Make no mistake: 50bps was the right move this week. Unequivocally. I was a staunch advocate of a half-point first cut. But it’s far — far — less clear that following up with another cut in less than two months is the best course of action.
The problem, as O’Rourke correctly identified, isn’t that 10 Fed officials suspect it might be appropriate or necessary to cut rates by another 50bps in 2024. The (potential) problem is that effectively promising a cumulative 100bps of rate cuts over just 90 days (that’s more than 1bps per day) when there’s no definitive evidence to suggest the economy needs anything more than the “recalibration” Powell delivered this week, could be a policy mistake in the making.
Critically: Such a mistake would be an unforced error. As it stands right now, on September 19, there’s no obvious reason to rush into another cut. If Powell wants to argue November 7 doesn’t count as “rushing,” I suppose I’d ask what does? That’s the next meeting.

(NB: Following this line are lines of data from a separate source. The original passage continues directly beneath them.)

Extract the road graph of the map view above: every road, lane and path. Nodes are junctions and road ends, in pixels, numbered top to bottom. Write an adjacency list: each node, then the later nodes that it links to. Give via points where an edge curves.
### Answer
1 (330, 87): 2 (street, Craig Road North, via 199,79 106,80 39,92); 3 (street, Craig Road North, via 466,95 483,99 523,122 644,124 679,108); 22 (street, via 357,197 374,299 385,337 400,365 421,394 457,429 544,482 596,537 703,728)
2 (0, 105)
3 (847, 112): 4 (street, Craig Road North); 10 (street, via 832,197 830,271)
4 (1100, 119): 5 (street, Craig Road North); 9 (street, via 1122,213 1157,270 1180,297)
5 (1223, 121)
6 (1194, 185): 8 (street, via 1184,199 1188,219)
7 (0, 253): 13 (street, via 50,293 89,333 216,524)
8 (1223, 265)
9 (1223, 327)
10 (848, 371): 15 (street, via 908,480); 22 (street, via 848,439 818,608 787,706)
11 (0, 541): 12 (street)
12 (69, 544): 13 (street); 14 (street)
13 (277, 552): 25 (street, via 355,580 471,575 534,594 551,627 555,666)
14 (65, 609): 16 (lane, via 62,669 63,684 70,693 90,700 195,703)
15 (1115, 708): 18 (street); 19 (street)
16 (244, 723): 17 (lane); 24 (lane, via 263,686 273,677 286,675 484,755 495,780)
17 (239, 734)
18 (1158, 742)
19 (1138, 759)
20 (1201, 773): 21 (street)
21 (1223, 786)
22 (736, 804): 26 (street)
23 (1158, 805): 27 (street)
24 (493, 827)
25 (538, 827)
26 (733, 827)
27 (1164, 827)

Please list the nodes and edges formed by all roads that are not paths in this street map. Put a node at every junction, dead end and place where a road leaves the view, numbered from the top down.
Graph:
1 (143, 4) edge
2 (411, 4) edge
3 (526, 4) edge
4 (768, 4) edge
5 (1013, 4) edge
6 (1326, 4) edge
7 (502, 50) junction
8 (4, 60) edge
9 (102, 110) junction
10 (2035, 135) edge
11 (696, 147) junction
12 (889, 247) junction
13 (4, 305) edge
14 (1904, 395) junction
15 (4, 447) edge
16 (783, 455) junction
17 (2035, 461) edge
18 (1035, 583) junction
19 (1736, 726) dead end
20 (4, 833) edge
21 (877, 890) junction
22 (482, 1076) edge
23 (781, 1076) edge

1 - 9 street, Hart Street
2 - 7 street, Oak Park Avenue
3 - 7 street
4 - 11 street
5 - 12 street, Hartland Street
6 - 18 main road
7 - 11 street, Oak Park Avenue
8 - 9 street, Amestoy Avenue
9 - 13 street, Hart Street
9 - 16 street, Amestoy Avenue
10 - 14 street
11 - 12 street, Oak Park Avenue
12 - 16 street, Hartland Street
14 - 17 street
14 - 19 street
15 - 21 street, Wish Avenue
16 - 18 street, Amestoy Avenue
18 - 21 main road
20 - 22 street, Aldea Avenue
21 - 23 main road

No, the US economy doesn’t need overtly restrictive policy anymore. But given the Fed just cut 50bps — checks watch — yesterday, and given extreme ambiguity around the location of short-term neutral, the Fed shouldn’t effectively promise cuts at every meeting on the way back down the mountain. Or at least not in the absence of clear evidence that the labor market’s tanking.
As Andrew Bailey put it Thursday, when the Bank of England voted 8-1 to keep rates on hold after their own first cut of the cycle, “We need to be careful not to cut too fast or by too much.”
If the Fed’s not, as Powell variously insisted, “in a rush,” officials need to make that clear over the next few weeks during what I’m sure will be dozens of public speaking engagements and business television cameos.
I actually watched powell’s presser this time. I did not get the impression he was promising anything. I think he did say to one question he would like to see more data before advocating for more moves (cuts). 50 was effectively a mea culpa for not going 25 in July when powell said if fomc had employment data that came out a few days after the July meeting they probably would have gone in July. I would agree that 1% cuts were rapid, if it weren’t for the fact that inflation is trending towards 2% and ff rates ares are 4.90%. Powell is trying to normalize rates as the us economy has largely normalized post covid. If the Fed was too conservative they would be passively tightening rates. Cutting a little more rapidly now prevents credit accidents and larger emergency cuts later.
Oh and best bet is 1/4 in November. Forecast subject to reality on the ground
FWIW, I think any kind of cut in November is off the table because of the election — and that’s part of the reason the FOMC decided to go 50bps at this meeting. As for additional cuts after Nov.? It all depends on the data.
This is my thinking. It’s out-of-consensus, to put it mildly. But it’s my thinking too.